Betrieben werden die Märkte von der Leipziger NFresh GmbH, die die Filialen im Zuge der Übernahme der Belieferungsvereinbarung durch die Edeka-Unternehmensgruppe Nordbayern-Sachsen-Thüringen weitergeführt hatte. Nach monatelanger Prüfung steht nun fest: Sechs der zehn Standorte sind wirtschaftlich nicht mehr zu halten.
„Die anhaltend angespannte wirtschaftliche Situation, steigende Betriebs- und Personalkosten sowie die unzureichende Rentabilität lassen einen Weiterbetrieb nicht mehr zu“, erklärt NFresh-Geschäftsführer Patrick Lüdtke.

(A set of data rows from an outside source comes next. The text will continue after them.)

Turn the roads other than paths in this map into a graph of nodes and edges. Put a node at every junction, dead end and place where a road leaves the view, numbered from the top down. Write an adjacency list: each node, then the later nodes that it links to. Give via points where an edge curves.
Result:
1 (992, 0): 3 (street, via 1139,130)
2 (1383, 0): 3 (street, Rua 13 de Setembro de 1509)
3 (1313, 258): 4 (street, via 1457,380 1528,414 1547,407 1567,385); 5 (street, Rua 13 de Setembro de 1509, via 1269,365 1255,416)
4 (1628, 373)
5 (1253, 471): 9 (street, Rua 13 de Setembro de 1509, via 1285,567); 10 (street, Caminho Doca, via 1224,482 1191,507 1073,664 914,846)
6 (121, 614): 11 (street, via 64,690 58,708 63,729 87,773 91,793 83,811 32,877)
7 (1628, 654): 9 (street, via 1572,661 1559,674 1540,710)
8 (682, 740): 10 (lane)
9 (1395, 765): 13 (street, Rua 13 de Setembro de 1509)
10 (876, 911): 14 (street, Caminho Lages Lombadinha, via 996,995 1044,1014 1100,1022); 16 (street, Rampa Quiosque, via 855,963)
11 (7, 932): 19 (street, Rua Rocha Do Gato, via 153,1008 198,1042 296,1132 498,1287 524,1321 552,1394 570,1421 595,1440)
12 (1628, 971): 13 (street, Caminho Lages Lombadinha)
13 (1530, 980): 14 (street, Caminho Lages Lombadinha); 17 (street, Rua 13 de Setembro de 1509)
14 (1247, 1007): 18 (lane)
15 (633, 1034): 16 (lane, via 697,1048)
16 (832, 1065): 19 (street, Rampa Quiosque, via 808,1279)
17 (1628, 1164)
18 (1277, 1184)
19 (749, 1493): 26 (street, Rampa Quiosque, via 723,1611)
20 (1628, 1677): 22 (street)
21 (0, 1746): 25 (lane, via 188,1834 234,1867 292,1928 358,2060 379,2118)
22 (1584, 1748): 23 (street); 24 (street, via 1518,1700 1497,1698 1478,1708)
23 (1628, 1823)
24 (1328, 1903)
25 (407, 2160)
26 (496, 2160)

Vier Filialen – in Wermsdorf, Falkenhain, Torgau und Jesewitz – bleiben hingegen offen.
Für die Mitarbeitenden der schließenden Märkte soll es sozialverträgliche Lösungen geben: Entweder greifen die Regelungen eines Sozialplans, oder die Beschäftigten wechseln in andere Filialen.
Ob in Hohburg künftig ein alternatives Versorgungskonzept entsteht – etwa ein autonomer Mini-Markt –, ist aktuell noch offen. Edeka und NFresh prüfen solche Modelle, betonen aber: Es hänge von den örtlichen und wirtschaftlichen Bedingungen ab.